WHAT TO PRODUCE: Nothing in the records may be altered, and no picture may be included. Restate them in full.

(AVAILABLE RECORDS)

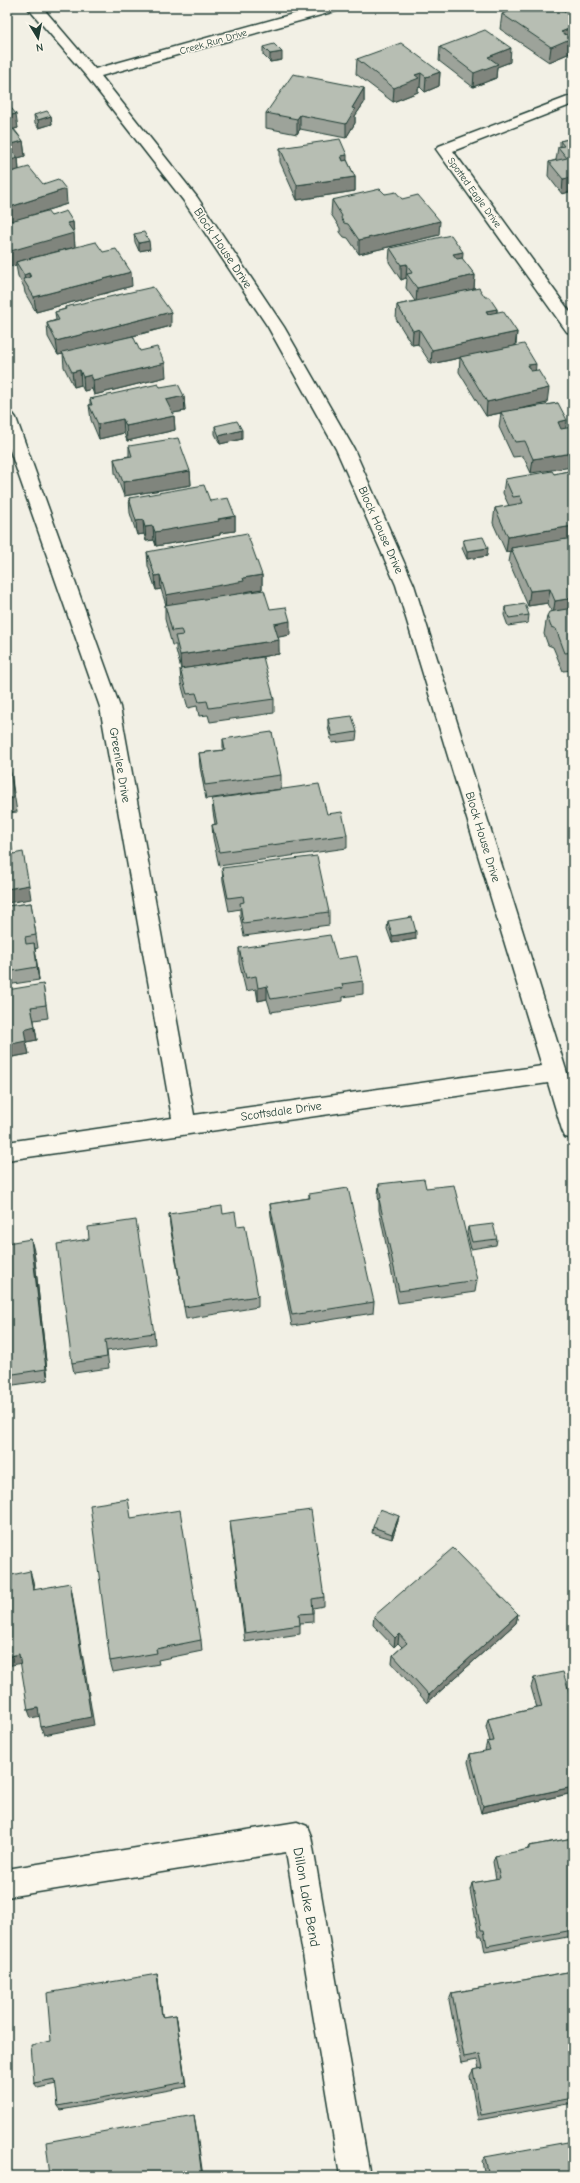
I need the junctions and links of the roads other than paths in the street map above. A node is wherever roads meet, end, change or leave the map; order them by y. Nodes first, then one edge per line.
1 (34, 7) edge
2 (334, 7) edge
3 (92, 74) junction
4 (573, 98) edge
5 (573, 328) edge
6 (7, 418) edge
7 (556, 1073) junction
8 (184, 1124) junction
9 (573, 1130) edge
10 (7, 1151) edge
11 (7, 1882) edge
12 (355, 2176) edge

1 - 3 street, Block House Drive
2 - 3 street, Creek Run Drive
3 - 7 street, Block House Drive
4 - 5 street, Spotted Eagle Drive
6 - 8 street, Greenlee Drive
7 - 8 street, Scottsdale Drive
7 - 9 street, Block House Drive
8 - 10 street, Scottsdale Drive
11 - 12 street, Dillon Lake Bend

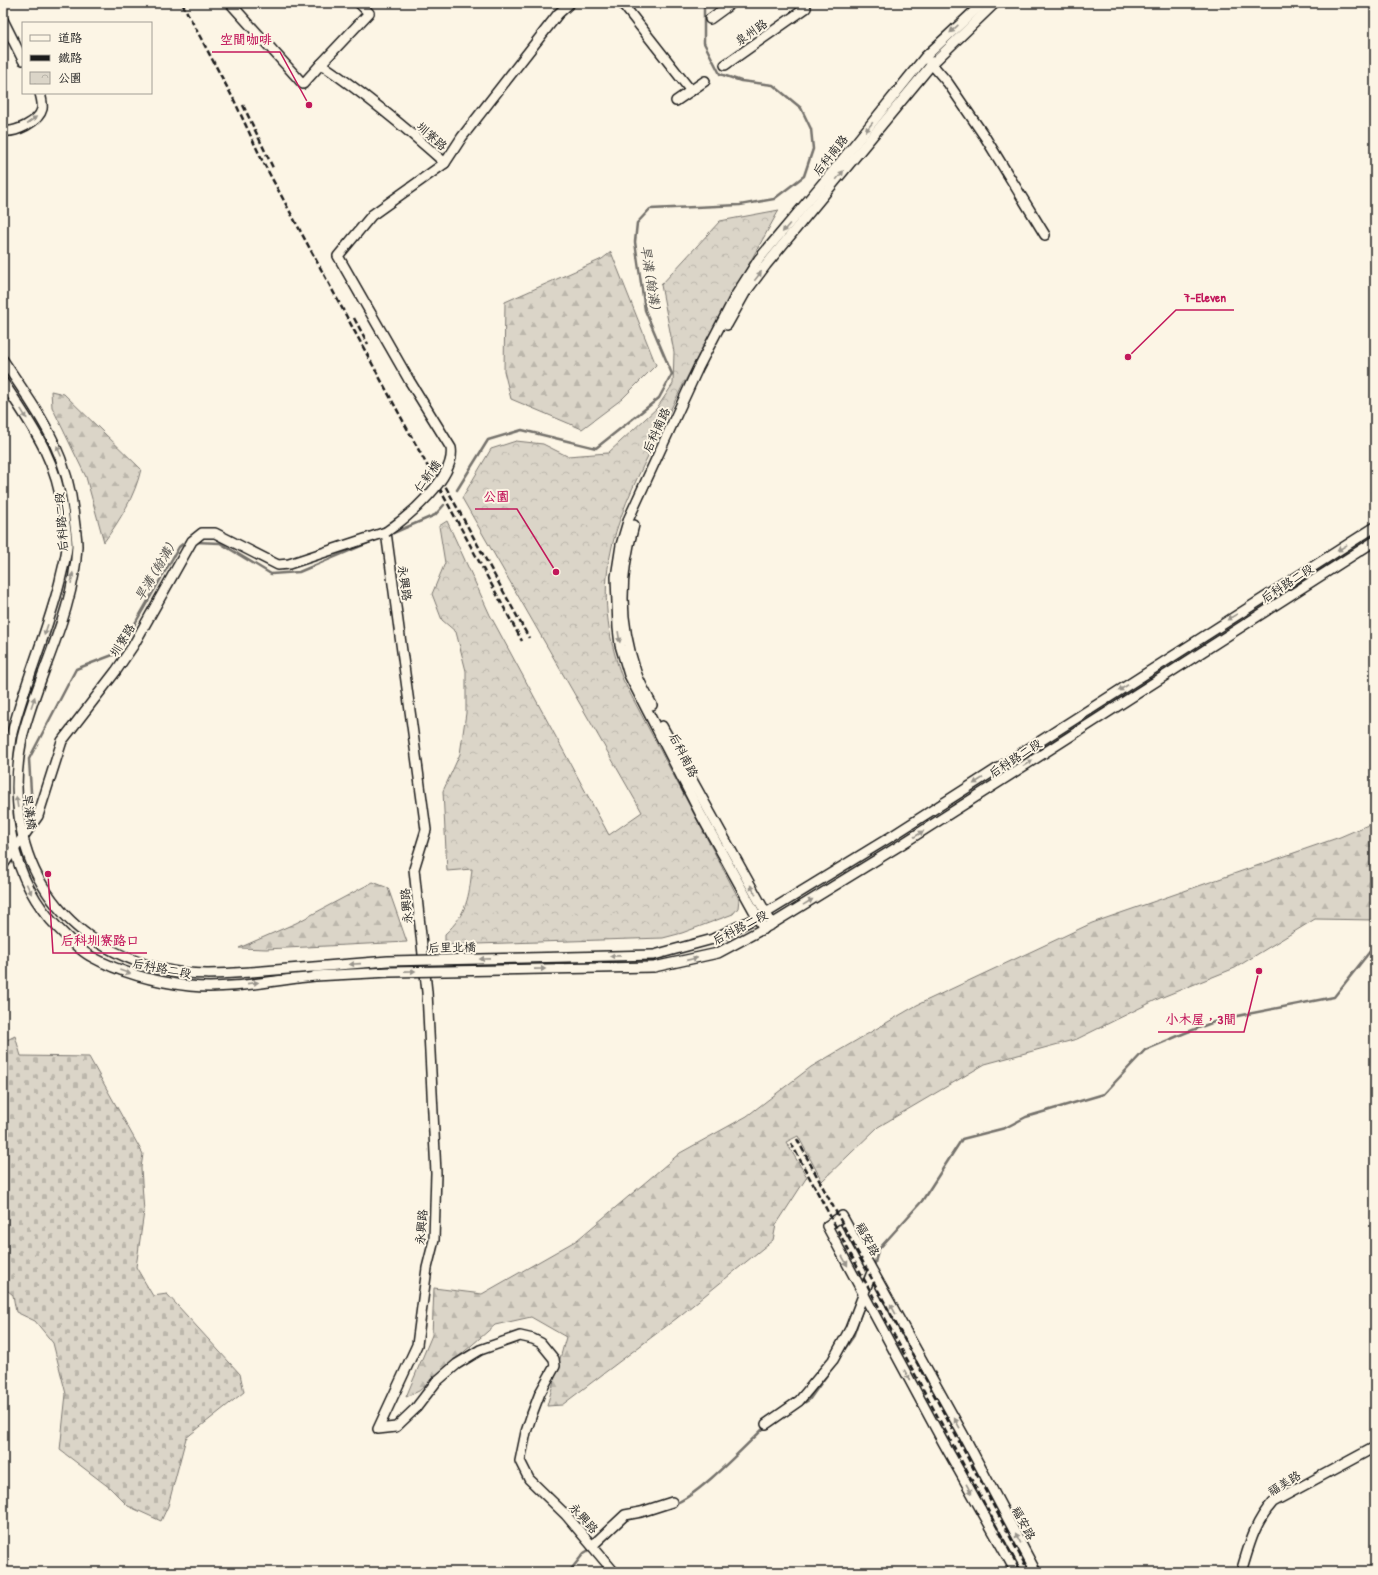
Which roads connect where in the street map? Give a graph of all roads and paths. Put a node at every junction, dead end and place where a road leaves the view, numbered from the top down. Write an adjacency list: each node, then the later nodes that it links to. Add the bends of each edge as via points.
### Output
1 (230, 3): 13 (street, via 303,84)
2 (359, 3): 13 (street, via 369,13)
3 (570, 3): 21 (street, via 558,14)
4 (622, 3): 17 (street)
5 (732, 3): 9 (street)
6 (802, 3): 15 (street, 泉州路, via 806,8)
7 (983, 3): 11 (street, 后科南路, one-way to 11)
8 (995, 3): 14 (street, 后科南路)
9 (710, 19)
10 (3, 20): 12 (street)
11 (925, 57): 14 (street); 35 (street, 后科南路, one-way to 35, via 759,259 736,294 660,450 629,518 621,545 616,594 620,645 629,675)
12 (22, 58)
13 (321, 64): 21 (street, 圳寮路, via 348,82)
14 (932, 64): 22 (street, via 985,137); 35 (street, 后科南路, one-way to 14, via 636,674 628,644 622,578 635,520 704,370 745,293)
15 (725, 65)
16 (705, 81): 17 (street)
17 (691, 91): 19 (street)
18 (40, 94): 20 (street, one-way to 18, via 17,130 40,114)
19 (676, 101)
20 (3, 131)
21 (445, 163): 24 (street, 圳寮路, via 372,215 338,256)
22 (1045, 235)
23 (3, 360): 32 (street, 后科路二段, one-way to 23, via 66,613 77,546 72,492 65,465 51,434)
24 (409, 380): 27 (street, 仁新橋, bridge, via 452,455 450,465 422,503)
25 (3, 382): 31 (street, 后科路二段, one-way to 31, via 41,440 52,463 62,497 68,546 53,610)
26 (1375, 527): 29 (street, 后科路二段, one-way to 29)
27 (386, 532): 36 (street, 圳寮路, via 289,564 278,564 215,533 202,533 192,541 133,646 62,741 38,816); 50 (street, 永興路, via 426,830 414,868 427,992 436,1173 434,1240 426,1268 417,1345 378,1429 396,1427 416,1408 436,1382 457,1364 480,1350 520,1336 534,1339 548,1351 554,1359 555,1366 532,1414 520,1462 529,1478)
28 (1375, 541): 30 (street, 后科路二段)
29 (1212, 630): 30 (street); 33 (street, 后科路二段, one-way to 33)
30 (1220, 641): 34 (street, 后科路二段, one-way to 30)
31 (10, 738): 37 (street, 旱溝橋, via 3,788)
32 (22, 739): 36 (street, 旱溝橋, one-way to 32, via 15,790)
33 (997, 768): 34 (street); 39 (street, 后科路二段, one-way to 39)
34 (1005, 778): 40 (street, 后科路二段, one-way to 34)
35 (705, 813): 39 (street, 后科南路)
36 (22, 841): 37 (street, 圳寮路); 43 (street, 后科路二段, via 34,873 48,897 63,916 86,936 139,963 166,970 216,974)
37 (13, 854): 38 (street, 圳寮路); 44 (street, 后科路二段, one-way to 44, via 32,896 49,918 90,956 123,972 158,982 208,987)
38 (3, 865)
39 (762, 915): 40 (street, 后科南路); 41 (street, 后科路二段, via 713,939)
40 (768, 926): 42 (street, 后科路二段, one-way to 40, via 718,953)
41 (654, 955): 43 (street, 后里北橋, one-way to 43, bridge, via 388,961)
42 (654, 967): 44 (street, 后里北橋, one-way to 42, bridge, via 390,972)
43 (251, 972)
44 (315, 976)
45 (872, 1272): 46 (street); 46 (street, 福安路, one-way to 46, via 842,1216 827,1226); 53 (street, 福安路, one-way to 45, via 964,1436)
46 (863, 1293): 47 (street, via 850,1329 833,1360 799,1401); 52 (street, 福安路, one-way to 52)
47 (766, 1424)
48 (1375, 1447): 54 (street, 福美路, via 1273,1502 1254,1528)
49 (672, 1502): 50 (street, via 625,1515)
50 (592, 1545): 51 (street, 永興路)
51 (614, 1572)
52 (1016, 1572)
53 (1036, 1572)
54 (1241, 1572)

(End AVAILABLE RECORDS)

FINAL ANSWER:
I need the junctions and links of the roads other than paths in the street map above. A node is wherever roads meet, end, change or leave the map; order them by y. Nodes first, then one edge per line.
1 (34, 7) edge
2 (334, 7) edge
3 (92, 74) junction
4 (573, 98) edge
5 (573, 328) edge
6 (7, 418) edge
7 (556, 1073) junction
8 (184, 1124) junction
9 (573, 1130) edge
10 (7, 1151) edge
11 (7, 1882) edge
12 (355, 2176) edge

1 - 3 street, Block House Drive
2 - 3 street, Creek Run Drive
3 - 7 street, Block House Drive
4 - 5 street, Spotted Eagle Drive
6 - 8 street, Greenlee Drive
7 - 8 street, Scottsdale Drive
7 - 9 street, Block House Drive
8 - 10 street, Scottsdale Drive
11 - 12 street, Dillon Lake Bend

Which roads connect where in the street map? Give a graph of all roads and paths. Put a node at every junction, dead end and place where a road leaves the view, numbered from the top down. Write an adjacency list: each node, then the later nodes that it links to. Add the bends of each edge as via points.
### Output
1 (230, 3): 13 (street, via 303,84)
2 (359, 3): 13 (street, via 369,13)
3 (570, 3): 21 (street, via 558,14)
4 (622, 3): 17 (street)
5 (732, 3): 9 (street)
6 (802, 3): 15 (street, 泉州路, via 806,8)
7 (983, 3): 11 (street, 后科南路, one-way to 11)
8 (995, 3): 14 (street, 后科南路)
9 (710, 19)
10 (3, 20): 12 (street)
11 (925, 57): 14 (street); 35 (street, 后科南路, one-way to 35, via 759,259 736,294 660,450 629,518 621,545 616,594 620,645 629,675)
12 (22, 58)
13 (321, 64): 21 (street, 圳寮路, via 348,82)
14 (932, 64): 22 (street, via 985,137); 35 (street, 后科南路, one-way to 14, via 636,674 628,644 622,578 635,520 704,370 745,293)
15 (725, 65)
16 (705, 81): 17 (street)
17 (691, 91): 19 (street)
18 (40, 94): 20 (street, one-way to 18, via 17,130 40,114)
19 (676, 101)
20 (3, 131)
21 (445, 163): 24 (street, 圳寮路, via 372,215 338,256)
22 (1045, 235)
23 (3, 360): 32 (street, 后科路二段, one-way to 23, via 66,613 77,546 72,492 65,465 51,434)
24 (409, 380): 27 (street, 仁新橋, bridge, via 452,455 450,465 422,503)
25 (3, 382): 31 (street, 后科路二段, one-way to 31, via 41,440 52,463 62,497 68,546 53,610)
26 (1375, 527): 29 (street, 后科路二段, one-way to 29)
27 (386, 532): 36 (street, 圳寮路, via 289,564 278,564 215,533 202,533 192,541 133,646 62,741 38,816); 50 (street, 永興路, via 426,830 414,868 427,992 436,1173 434,1240 426,1268 417,1345 378,1429 396,1427 416,1408 436,1382 457,1364 480,1350 520,1336 534,1339 548,1351 554,1359 555,1366 532,1414 520,1462 529,1478)
28 (1375, 541): 30 (street, 后科路二段)
29 (1212, 630): 30 (street); 33 (street, 后科路二段, one-way to 33)
30 (1220, 641): 34 (street, 后科路二段, one-way to 30)
31 (10, 738): 37 (street, 旱溝橋, via 3,788)
32 (22, 739): 36 (street, 旱溝橋, one-way to 32, via 15,790)
33 (997, 768): 34 (street); 39 (street, 后科路二段, one-way to 39)
34 (1005, 778): 40 (street, 后科路二段, one-way to 34)
35 (705, 813): 39 (street, 后科南路)
36 (22, 841): 37 (street, 圳寮路); 43 (street, 后科路二段, via 34,873 48,897 63,916 86,936 139,963 166,970 216,974)
37 (13, 854): 38 (street, 圳寮路); 44 (street, 后科路二段, one-way to 44, via 32,896 49,918 90,956 123,972 158,982 208,987)
38 (3, 865)
39 (762, 915): 40 (street, 后科南路); 41 (street, 后科路二段, via 713,939)
40 (768, 926): 42 (street, 后科路二段, one-way to 40, via 718,953)
41 (654, 955): 43 (street, 后里北橋, one-way to 43, bridge, via 388,961)
42 (654, 967): 44 (street, 后里北橋, one-way to 42, bridge, via 390,972)
43 (251, 972)
44 (315, 976)
45 (872, 1272): 46 (street); 46 (street, 福安路, one-way to 46, via 842,1216 827,1226); 53 (street, 福安路, one-way to 45, via 964,1436)
46 (863, 1293): 47 (street, via 850,1329 833,1360 799,1401); 52 (street, 福安路, one-way to 52)
47 (766, 1424)
48 (1375, 1447): 54 (street, 福美路, via 1273,1502 1254,1528)
49 (672, 1502): 50 (street, via 625,1515)
50 (592, 1545): 51 (street, 永興路)
51 (614, 1572)
52 (1016, 1572)
53 (1036, 1572)
54 (1241, 1572)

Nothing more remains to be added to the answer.